A company’s top management recently convened to a review an initiative that had fared as most initiatives: worse than hoped, better than feared. The so-so result stemmed from a stubborn problem: getting a fractious group of department and functional leaders to join hands for a company-wide project. One member of the senior team spoke out: “It’s our freaking, gosh-darn culture!” he said. (Well, that’s notexactly what he said.)
Ain’t it the truth. Advantage is transient but companies are sticky: That’s why smart strategy should start with your capabilities and then seek a market for them, rather than beginning from the pot of gold and hoping you can walk upon the rainbow to where you are. By the same token, in a conflict between strategy and culture, culture eventually wins. Always.
That being the case, the only way to succeed is to prevent a conflict between strategy and culture. I didn’t say “change the culture.” I said stop fighting it. Instead, leverage it, judo-wise. There is no revolution without cultural revolution. But cultural revolution, as Mao Tse-tung failed to understand, cannot be won if it’s forced from above.
Don’t change the unchangeable. Cultures exist because they work. They may have dysfunctional elements-most do-but a culture survives because it does the group more good than harm. (For example, if people are unfairly punished when things go wrong, avoiding accountability is a constructive, self-preservative adaptation.) Consequently, you can’t change a culture without changing the circumstances that make it persist-e.g., without changing the work.

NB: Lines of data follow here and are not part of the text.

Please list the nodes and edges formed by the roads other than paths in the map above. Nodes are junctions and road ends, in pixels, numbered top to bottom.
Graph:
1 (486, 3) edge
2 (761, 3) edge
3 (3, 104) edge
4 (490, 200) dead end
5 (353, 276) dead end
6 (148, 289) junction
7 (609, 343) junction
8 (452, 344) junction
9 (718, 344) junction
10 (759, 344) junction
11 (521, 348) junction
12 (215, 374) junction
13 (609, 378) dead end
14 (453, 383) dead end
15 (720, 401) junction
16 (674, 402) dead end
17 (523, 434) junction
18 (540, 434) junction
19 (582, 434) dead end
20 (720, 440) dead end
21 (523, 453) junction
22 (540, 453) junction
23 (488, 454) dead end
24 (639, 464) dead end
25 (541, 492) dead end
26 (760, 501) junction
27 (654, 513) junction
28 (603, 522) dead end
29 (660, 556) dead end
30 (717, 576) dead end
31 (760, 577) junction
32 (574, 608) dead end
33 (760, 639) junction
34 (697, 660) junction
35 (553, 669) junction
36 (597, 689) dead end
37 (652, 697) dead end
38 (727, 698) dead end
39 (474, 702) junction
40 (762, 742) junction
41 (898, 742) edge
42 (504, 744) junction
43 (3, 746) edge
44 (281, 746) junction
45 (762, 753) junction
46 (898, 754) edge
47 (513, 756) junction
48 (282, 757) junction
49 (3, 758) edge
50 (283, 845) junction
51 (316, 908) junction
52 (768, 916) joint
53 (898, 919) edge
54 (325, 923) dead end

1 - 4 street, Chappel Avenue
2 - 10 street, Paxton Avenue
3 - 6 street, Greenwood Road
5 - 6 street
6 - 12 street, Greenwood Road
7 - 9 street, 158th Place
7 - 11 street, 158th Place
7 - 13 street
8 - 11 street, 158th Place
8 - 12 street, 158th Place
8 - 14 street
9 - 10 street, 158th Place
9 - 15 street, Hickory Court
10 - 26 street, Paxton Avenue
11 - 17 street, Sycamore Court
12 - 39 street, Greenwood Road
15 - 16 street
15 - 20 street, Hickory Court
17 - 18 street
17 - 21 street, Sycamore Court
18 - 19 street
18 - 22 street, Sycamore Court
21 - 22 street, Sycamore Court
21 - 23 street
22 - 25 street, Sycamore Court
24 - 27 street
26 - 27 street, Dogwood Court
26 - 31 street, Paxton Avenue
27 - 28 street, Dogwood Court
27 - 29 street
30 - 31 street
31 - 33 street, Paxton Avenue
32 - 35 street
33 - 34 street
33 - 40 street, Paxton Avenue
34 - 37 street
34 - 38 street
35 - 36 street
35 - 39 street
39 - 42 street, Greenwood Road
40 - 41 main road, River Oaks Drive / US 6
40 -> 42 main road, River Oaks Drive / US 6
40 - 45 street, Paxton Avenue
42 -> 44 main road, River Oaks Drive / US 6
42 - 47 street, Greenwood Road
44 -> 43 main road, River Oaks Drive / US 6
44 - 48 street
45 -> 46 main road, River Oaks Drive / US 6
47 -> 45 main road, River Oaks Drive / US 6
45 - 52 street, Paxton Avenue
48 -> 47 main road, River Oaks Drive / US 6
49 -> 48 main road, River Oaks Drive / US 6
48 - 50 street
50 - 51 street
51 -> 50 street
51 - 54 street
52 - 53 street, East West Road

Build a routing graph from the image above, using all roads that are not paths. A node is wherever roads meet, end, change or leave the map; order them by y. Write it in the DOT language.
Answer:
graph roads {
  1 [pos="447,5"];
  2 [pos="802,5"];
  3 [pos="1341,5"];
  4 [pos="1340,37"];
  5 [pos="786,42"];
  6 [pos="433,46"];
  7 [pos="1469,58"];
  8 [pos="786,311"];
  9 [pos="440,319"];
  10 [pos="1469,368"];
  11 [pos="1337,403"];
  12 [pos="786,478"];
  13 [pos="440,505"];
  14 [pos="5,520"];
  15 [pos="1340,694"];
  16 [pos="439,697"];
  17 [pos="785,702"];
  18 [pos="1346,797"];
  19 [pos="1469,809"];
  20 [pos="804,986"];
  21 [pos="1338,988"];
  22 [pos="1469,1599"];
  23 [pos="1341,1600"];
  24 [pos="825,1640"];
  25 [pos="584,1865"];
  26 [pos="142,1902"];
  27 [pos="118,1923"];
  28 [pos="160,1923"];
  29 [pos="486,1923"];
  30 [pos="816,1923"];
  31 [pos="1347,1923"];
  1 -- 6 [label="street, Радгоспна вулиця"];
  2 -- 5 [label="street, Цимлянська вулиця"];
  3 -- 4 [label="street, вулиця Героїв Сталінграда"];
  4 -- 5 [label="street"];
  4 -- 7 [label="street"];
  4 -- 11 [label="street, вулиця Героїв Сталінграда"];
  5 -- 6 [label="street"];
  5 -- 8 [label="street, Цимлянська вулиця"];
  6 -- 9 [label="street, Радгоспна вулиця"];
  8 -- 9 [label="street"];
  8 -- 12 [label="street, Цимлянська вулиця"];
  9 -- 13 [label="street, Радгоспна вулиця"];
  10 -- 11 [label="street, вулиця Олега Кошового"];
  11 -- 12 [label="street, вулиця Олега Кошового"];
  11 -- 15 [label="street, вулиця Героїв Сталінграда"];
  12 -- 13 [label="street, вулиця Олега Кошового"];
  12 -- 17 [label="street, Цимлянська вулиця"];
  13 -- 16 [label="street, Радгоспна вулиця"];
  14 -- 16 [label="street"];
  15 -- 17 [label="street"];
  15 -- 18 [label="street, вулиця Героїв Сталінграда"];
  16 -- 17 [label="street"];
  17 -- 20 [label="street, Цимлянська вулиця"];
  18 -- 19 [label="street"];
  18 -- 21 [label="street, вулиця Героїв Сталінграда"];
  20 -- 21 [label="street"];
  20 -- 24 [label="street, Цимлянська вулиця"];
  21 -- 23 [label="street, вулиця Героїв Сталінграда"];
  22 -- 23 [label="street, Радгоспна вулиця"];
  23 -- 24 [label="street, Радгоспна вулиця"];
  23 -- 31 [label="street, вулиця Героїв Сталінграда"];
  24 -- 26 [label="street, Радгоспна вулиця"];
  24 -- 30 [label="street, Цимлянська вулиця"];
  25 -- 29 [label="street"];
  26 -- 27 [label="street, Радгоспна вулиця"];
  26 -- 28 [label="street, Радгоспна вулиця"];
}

Change behaviors, not values. If “culture is how we do things around here,” difference (and similarity) between capabilities and culture is this: Capabilities are the things we do well; culture is all the things we do, including those we do badly. So the way to start changing culture is to start with things you do well, change a few other key things for the better, and expand that beachhead. If you tell someone his values are screwed up, he’ll tell you to screw yourself. Instead, insist on a few behaviors-greeting customers when they come onto the floor, making eye contact, saying thank you. Minds will follow.
Find your rebels and make their cause yours. In any company, some people are already doing what you want. Those are your peeps, the people Richard Pascale and Jerry Sternin call “secret change agents.” Rather than assault your company’s cultural issues head-on, bring your secret agents in from the cold. Celebrate them. Promote them. Use them to show other people that the new ways can work. The power of these secret change agents-“pride builders,” my colleague Jon Katzenbach calls them-is immense.

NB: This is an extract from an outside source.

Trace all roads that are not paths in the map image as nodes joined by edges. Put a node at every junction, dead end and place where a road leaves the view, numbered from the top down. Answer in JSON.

Pascale and Sternin have documented how seemingly intractable social issues-even entrenched cultural norms like female genital mutilation-have yielded to the positive contagion that can begin by celebrating and sharing the behavior of exemplars. As Katzenbach says, successful revolution requires that you stop blaming your culture and start using it: “Working in a culture that is under attack reduces employees’ energy and de-motivates them,” he writes.

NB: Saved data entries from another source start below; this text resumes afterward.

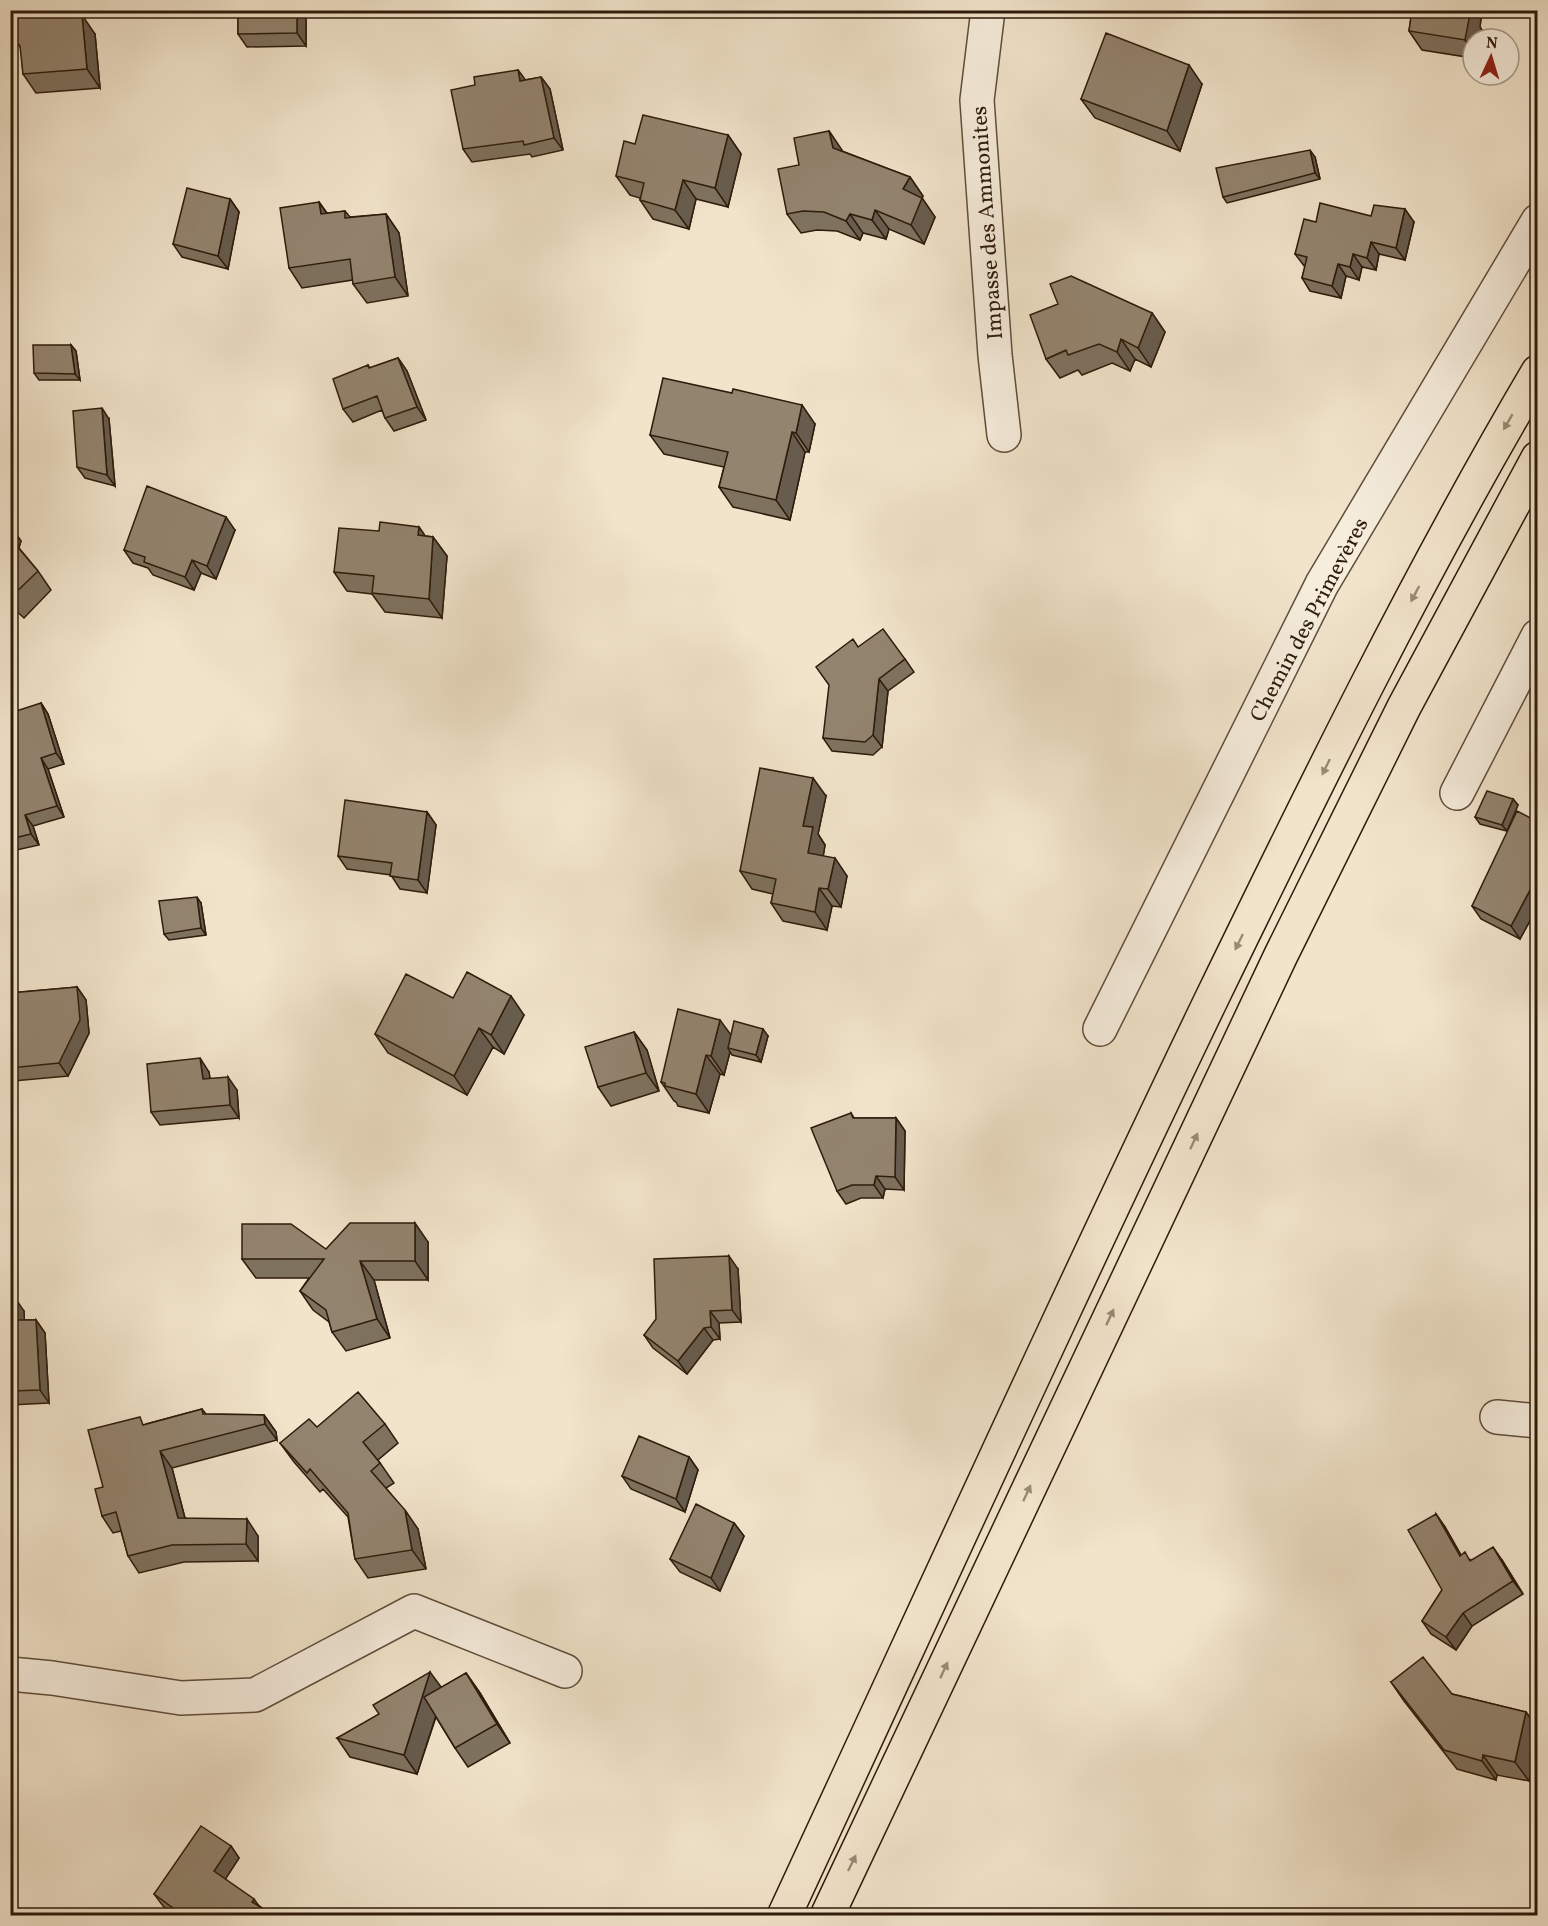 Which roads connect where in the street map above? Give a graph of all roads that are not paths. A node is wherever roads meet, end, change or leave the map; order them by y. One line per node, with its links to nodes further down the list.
1 (988, 10): 4 (street, Impasse des Ammonites)
2 (1538, 221): 8 (street, Chemin des Primevères)
3 (1538, 372): 13 (main road, one-way to 13)
4 (1004, 435)
5 (1538, 458): 14 (main road, one-way to 5)
6 (1538, 636): 7 (street)
7 (1457, 793)
8 (1100, 1029)
9 (1497, 1417): 10 (street)
10 (1538, 1421)
11 (565, 1671): 12 (street)
12 (10, 1674)
13 (784, 1916)
14 (827, 1916)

That seems obvious, and it makes you wonder why so many leaders nevertheless rail against their freaking, gosh-darn culture. When I wrote about how important it is for business revolutionaries to emulate their political cousins by seizing control of the media, the schools, and the police, that was the first part of the story. The big question is how to use these assets once you command them. What will you laud (and condemn), teach (and unteach), and permit (and forbid)? By accentuating the positive, you can unlock revolutionary energy and get it working for you.